Venezia 69: La città ideale, la recensione

Alla sua prima regia cinematografica, Luigi Lo Cascio ritorna alle origini: il teatro. Lo fa  partendo da un intreccio di ispirazione kafkiana, al centro del quale c’è Michele Grassadonia (Luigi Lo Cascio), architetto ecologista fino al midollo. Grassadonia si pone come il tutore del rispetto dell’ambiente, risultando spesso uno scocciatore per colleghi e amici, fino a quando viene indagato per omicidio colposo. Proprio lui, il meridionale puntiglioso e convinto di aver trovato la sua oasi di pace a Siena, è costretto a fare i conti con il suo complesso di colpa. Le tematiche toccate da Lo Cascio sono diverse, ma la più interessante è la rappresentazione di un complesso di colpa che emerge dall’animo dell’ uomo, come succede allo sporco nelle fognature otturate durante un violento temporale.
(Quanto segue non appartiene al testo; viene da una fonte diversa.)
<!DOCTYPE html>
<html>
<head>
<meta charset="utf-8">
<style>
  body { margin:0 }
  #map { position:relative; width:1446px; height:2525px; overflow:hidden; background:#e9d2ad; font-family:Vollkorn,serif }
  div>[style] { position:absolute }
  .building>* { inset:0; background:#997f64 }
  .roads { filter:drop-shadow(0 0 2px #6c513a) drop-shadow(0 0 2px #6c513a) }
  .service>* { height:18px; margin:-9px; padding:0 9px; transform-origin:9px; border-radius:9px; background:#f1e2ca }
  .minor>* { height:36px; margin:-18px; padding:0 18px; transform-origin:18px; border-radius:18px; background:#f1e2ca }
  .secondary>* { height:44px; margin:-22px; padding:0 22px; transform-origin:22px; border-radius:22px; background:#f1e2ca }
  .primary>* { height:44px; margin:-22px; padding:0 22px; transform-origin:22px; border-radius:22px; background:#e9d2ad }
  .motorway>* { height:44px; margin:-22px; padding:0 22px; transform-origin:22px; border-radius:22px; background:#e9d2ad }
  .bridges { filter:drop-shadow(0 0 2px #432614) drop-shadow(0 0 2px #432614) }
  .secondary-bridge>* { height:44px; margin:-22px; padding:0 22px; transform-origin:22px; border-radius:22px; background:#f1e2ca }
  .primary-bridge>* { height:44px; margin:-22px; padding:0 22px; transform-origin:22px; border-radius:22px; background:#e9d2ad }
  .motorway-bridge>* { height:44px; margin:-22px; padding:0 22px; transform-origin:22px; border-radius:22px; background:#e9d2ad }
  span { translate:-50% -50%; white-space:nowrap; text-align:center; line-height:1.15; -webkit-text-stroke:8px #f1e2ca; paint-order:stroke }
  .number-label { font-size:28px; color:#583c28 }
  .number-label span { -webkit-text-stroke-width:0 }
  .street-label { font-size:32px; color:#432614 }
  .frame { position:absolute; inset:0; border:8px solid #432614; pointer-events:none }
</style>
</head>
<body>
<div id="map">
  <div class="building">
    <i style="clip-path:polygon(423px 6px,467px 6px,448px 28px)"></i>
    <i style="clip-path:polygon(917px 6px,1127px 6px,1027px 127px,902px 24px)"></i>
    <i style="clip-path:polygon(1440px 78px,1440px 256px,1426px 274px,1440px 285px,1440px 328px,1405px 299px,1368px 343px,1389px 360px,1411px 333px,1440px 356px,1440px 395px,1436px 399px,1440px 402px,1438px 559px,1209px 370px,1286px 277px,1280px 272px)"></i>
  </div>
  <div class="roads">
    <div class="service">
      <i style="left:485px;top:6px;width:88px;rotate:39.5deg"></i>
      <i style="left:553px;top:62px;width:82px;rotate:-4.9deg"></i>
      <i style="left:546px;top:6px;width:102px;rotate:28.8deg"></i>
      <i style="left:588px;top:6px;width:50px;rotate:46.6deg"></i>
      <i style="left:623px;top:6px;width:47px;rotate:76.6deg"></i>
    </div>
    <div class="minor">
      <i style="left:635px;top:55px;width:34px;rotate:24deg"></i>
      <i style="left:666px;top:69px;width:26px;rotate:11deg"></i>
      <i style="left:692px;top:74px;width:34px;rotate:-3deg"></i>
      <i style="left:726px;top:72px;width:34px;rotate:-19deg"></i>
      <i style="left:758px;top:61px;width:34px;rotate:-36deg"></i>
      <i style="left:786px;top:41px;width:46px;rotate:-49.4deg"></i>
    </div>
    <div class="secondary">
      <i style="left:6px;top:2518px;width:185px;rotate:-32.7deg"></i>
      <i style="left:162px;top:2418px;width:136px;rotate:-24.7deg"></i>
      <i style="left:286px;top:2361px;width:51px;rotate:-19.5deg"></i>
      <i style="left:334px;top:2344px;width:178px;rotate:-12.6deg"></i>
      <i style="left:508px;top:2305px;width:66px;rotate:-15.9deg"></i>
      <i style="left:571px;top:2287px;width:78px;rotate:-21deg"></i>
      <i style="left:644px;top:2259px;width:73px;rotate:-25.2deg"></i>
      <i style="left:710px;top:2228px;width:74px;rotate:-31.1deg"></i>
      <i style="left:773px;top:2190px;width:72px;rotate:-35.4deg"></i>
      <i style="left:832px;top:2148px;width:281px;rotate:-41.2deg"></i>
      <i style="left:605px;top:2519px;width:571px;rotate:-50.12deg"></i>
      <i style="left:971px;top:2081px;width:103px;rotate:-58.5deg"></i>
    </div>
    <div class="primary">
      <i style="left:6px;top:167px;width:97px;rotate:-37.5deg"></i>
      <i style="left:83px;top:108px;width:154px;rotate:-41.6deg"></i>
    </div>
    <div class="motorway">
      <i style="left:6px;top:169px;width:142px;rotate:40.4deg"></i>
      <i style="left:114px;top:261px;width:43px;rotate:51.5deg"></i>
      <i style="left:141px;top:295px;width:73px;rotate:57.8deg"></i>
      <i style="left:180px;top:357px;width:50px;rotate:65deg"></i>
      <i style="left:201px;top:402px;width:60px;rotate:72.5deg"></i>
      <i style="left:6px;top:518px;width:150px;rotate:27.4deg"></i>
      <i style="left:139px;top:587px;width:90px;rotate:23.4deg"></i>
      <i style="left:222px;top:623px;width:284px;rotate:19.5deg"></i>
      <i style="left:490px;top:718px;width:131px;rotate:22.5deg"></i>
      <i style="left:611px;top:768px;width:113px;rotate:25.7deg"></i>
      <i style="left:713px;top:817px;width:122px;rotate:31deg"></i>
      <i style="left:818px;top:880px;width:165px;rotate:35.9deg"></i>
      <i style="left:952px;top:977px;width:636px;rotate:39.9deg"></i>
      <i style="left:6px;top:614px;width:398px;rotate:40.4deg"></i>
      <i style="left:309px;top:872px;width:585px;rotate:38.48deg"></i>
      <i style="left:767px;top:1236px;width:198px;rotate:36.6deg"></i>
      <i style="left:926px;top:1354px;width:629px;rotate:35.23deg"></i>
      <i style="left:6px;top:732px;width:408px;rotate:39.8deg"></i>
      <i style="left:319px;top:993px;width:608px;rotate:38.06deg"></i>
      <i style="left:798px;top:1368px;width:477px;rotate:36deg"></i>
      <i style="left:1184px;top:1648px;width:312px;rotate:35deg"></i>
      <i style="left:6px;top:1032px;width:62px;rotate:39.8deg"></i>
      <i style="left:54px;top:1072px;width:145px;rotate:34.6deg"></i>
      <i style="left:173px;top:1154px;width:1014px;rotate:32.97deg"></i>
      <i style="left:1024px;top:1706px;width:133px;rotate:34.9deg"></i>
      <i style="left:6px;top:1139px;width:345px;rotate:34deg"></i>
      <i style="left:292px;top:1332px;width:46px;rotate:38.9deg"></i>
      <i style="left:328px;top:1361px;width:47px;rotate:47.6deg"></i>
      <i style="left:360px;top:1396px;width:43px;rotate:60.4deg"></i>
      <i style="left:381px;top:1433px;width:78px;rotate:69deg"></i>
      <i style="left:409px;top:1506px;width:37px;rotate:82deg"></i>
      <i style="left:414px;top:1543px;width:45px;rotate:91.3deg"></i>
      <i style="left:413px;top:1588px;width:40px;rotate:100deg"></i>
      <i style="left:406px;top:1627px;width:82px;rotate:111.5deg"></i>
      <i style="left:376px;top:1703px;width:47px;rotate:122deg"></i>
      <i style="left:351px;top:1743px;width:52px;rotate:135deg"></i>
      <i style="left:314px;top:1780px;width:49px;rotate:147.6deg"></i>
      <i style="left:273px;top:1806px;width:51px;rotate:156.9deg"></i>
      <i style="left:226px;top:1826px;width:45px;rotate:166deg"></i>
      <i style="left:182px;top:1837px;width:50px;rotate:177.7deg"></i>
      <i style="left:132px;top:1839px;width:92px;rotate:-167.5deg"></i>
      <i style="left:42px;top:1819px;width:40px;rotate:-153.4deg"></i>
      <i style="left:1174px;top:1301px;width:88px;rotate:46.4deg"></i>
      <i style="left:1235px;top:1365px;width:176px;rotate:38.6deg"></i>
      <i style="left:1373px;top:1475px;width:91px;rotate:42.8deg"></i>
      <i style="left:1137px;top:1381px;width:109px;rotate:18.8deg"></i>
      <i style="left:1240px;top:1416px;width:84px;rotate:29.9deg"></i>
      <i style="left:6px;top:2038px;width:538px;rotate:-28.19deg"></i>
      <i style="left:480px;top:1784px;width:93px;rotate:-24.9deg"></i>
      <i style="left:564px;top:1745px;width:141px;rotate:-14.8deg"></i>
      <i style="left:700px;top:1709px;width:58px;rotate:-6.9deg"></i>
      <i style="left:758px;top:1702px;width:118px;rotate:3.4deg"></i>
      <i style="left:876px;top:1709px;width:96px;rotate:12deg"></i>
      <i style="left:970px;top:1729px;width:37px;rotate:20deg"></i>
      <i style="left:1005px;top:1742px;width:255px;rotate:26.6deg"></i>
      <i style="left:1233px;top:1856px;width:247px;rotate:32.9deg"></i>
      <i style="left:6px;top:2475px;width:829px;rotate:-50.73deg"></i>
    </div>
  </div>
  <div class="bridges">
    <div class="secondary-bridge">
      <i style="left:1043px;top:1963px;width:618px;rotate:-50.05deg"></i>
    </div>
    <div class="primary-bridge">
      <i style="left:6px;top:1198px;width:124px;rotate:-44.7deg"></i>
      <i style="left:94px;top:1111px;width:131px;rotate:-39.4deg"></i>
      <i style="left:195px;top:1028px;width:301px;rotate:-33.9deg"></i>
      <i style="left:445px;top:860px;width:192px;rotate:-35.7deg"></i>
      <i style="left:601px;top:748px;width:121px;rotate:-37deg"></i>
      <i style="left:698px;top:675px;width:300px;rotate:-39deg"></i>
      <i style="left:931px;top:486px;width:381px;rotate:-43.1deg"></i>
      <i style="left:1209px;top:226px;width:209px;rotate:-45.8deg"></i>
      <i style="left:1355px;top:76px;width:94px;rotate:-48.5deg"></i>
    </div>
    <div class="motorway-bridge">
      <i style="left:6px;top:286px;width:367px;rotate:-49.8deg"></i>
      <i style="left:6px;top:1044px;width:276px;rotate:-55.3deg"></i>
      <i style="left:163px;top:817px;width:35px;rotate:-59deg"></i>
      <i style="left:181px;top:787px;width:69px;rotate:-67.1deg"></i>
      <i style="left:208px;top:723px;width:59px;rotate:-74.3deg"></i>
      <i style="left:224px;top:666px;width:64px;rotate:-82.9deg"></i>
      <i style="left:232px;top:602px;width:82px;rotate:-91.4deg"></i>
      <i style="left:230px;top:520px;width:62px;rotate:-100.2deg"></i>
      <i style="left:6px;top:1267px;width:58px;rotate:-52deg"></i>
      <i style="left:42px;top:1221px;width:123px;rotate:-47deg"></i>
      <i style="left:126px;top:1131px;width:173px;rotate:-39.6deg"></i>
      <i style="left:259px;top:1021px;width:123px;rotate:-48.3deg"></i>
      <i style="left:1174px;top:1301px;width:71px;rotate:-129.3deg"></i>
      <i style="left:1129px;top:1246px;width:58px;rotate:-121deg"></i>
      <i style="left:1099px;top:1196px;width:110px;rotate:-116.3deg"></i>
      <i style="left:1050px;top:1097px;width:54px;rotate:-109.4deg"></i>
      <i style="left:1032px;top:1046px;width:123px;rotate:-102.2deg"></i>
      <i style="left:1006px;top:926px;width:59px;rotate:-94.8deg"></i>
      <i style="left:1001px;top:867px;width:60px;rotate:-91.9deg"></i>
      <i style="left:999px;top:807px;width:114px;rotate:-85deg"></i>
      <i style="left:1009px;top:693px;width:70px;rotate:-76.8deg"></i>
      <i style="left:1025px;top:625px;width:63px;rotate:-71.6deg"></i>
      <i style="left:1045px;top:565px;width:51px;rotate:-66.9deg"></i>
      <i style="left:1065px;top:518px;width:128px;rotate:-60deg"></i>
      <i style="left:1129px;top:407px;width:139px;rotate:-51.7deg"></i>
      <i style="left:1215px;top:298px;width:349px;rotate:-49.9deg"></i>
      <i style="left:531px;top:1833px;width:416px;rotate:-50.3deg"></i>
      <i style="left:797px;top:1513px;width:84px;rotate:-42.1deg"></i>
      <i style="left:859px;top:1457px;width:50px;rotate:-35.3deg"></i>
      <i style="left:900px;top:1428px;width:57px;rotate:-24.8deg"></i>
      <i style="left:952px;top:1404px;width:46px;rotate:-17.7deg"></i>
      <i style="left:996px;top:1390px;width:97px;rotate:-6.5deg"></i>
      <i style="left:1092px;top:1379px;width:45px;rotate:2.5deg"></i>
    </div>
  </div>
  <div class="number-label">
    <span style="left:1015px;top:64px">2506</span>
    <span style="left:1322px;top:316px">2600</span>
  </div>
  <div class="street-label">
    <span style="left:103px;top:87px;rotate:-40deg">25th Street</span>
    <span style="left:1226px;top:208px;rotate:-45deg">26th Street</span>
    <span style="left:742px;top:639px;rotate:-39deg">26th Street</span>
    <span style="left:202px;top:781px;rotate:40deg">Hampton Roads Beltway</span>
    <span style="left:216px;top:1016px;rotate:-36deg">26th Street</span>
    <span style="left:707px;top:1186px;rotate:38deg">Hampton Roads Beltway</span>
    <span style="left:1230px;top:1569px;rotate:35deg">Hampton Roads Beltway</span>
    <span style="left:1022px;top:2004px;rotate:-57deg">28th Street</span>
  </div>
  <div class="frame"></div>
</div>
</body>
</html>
L’ avvocato Scalici (Luigi Maria Burruano), consultato in ultima battuta dopo un’insoddisfacente esperienza con il principe del foro senese, ricorre proprio a questa metafora per spiegare ciò che sta succedendo al suo cliente Grassadonia, mettendo in luce qualcosa che lui percepisce solo superficialmente.

Il bisogno di fare chiarezza e ristabilire la verità dei fatti, che attanaglia il protagonista, è una diretta conseguenza di questo complesso di colpa, a cui il regista attribuisce un’origine “genetica”. Presentato nell’ambito della Settimana Internazionale della Critica di Venezia, La città ideale è una pellicola che propone una riflessione critica sia sui cavilli burocratici e giudiziari del nostro Paese, in cui il cittadino rischia spesso di rimanere imbrigliato, sia su quelle persone che credono di poter controllare saldamente la propria coscienza per il solo fatto di avere un bagaglio culturale. L’interpretazione di Lo Cascio risulta impeccabile, per l’unione della giusta espressività alla cura del movimento. I tratti somatici spigolosi, enfatizzati dal clima di angoscia e dalle luci soffuse, rimandano al volto disperato di  Anthony Perkins ne Il Processo, diretto da Orson Welles nel ’62. Coinvolgente fino alla commozione Luigi Maria e Aida Burruano. Compaiono, in due cammei, Roberto Herlitzka, che sfoggia un divertente accento toscano, e l’attore e regista teatrale Vincenzo Pirrotta.